Segment Open

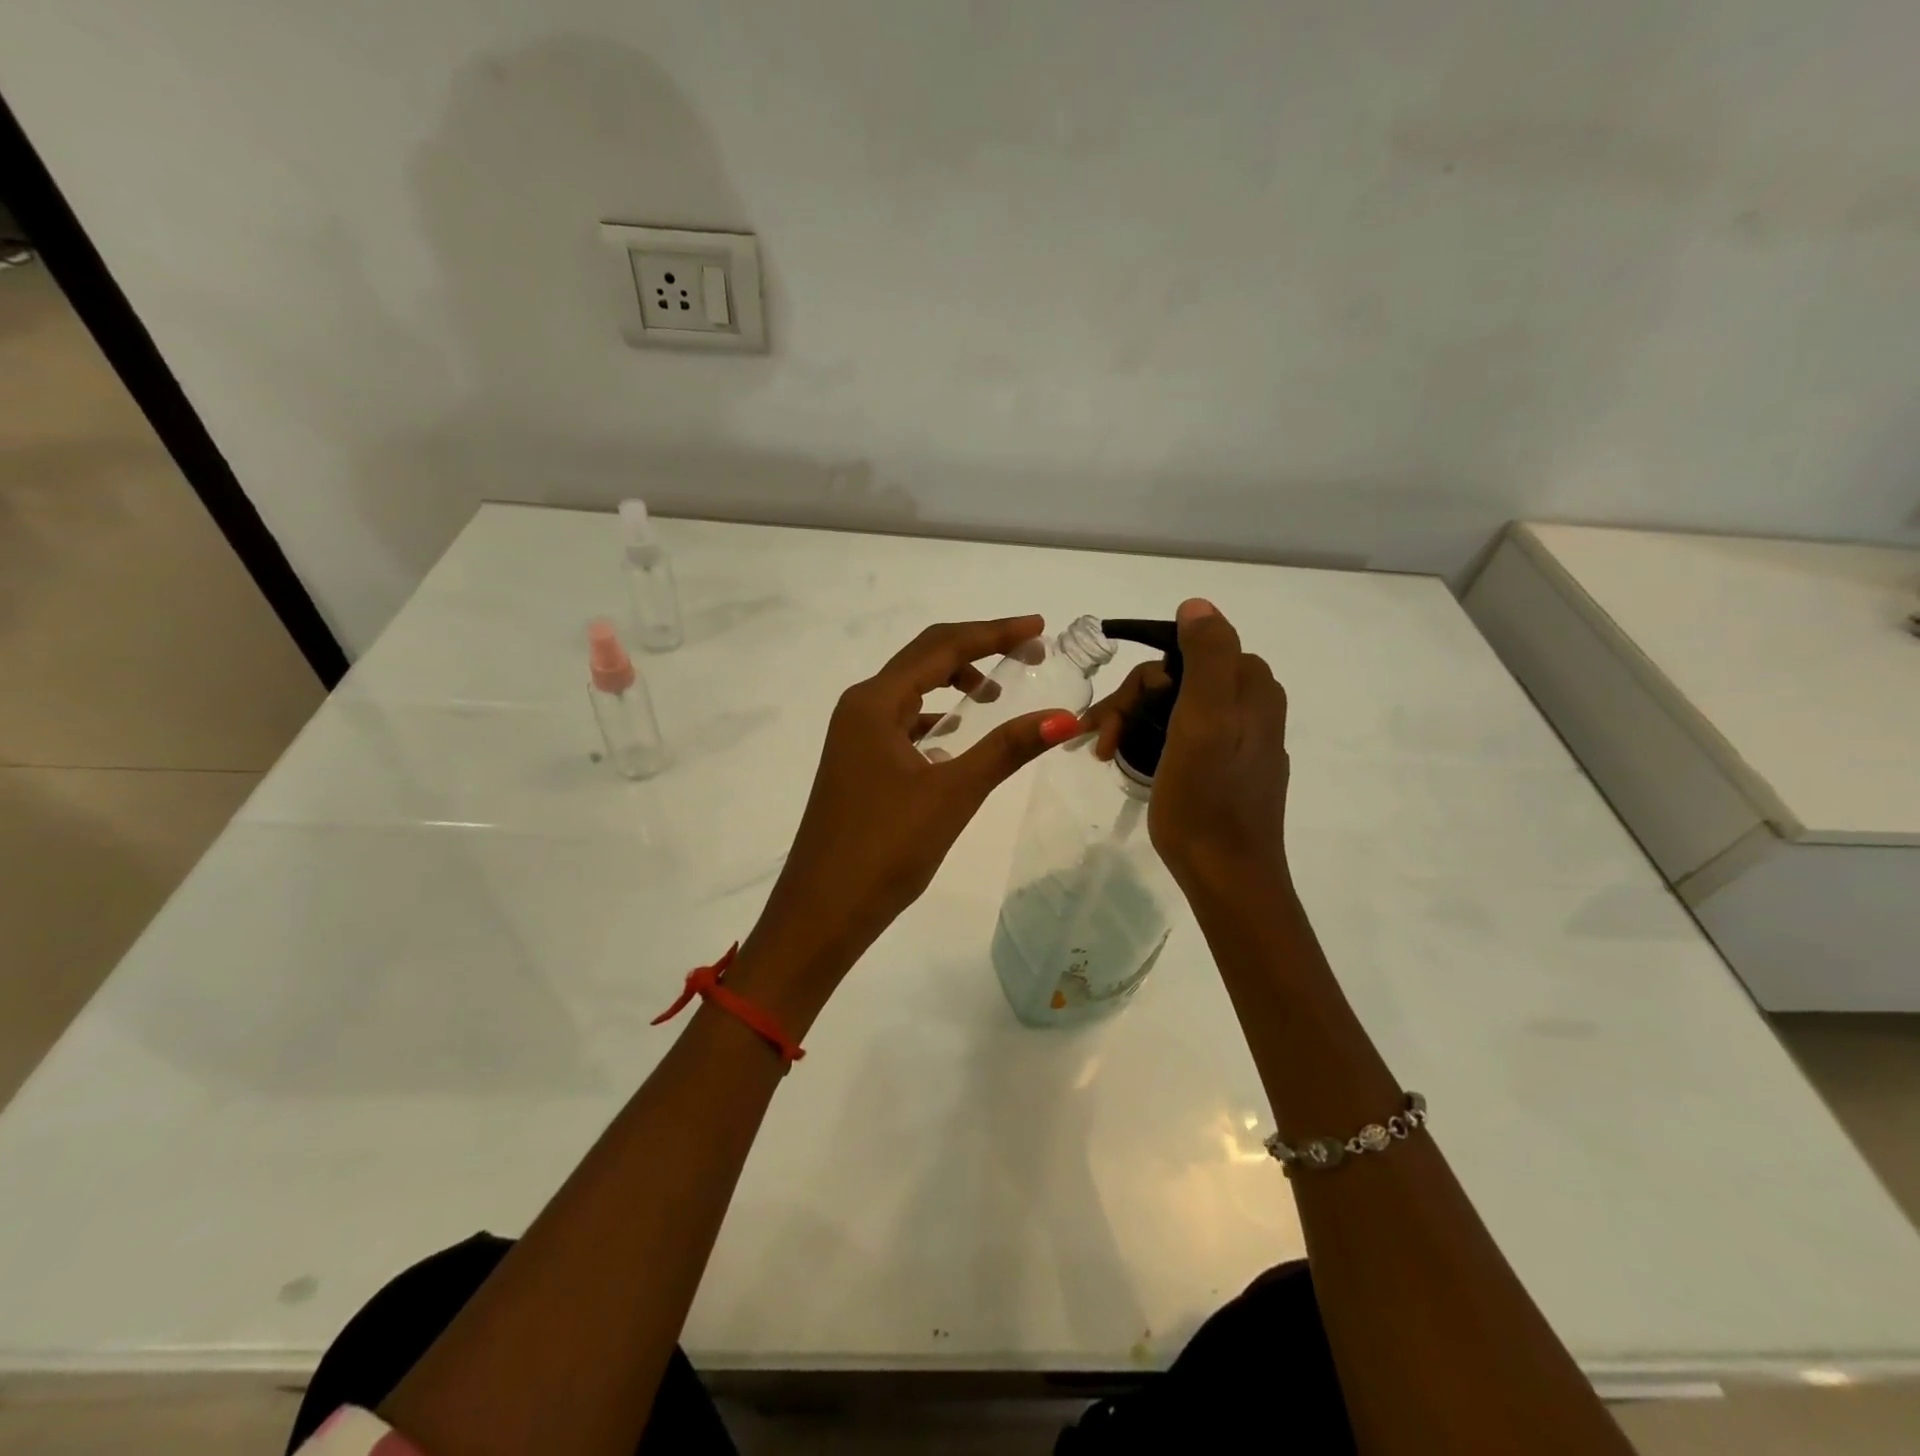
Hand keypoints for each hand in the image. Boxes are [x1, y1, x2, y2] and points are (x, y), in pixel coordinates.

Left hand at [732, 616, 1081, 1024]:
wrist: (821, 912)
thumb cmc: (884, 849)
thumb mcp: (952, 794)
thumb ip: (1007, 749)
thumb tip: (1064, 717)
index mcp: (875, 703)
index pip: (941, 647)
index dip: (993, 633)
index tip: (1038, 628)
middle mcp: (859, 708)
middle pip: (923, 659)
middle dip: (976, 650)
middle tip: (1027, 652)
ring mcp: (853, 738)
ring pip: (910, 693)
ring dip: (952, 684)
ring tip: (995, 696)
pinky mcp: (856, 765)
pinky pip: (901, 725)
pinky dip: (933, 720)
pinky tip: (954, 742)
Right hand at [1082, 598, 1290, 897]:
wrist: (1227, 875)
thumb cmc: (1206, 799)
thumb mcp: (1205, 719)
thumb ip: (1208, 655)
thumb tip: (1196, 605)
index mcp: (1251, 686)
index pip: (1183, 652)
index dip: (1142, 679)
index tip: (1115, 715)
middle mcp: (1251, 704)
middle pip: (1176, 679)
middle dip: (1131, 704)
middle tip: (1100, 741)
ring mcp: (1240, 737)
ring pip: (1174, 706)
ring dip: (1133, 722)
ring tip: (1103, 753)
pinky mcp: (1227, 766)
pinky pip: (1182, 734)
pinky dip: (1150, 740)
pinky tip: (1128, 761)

Segment Closed

## TASK INSTRUCTIONS
Reproduce every record above word for word. Leave the pictures out.

## EXERCISE SOLUTION
Hand keypoints for each hand in the image. Boxes are [x1, y1, x2, y2] and points are (x, y), in pixel coordinates.

Left hand at [732, 616, 1081, 1024]:
wrist: (821, 912)
thumb cmc: (884, 849)
thumb mcp: (952, 794)
thumb ip: (1007, 749)
thumb tip: (1064, 717)
index mcp: (875, 703)
index pip: (941, 647)
index dip: (993, 633)
index tip: (1038, 628)
middle mcp: (859, 708)
middle pip: (923, 659)
middle dip: (976, 650)
middle tip: (1027, 652)
ring mcp: (853, 738)
ring pip: (910, 693)
ring dip: (952, 684)
ring tip: (995, 696)
pinky mcp: (856, 765)
pinky pip: (901, 725)
pinky dip: (933, 720)
pinky tip: (954, 742)
Right hand at [1082, 598, 1290, 897]:
wrist: (1227, 875)
thumb cmc: (1206, 799)
thumb mcp: (1205, 719)
thumb ip: (1208, 655)
thumb tip: (1196, 605)
index mcp: (1251, 686)
index pip: (1183, 652)
index dip: (1142, 679)
index tip: (1115, 715)
middle mcp: (1251, 704)
middle pip: (1176, 679)
middle dip: (1131, 704)
middle tip: (1100, 741)
ring mcp: (1240, 737)
ring pip: (1174, 706)
ring dip: (1133, 722)
ring tip: (1103, 753)
pinky mcp: (1227, 766)
pinky pip: (1182, 734)
pinky dip: (1150, 740)
pinky tip: (1128, 761)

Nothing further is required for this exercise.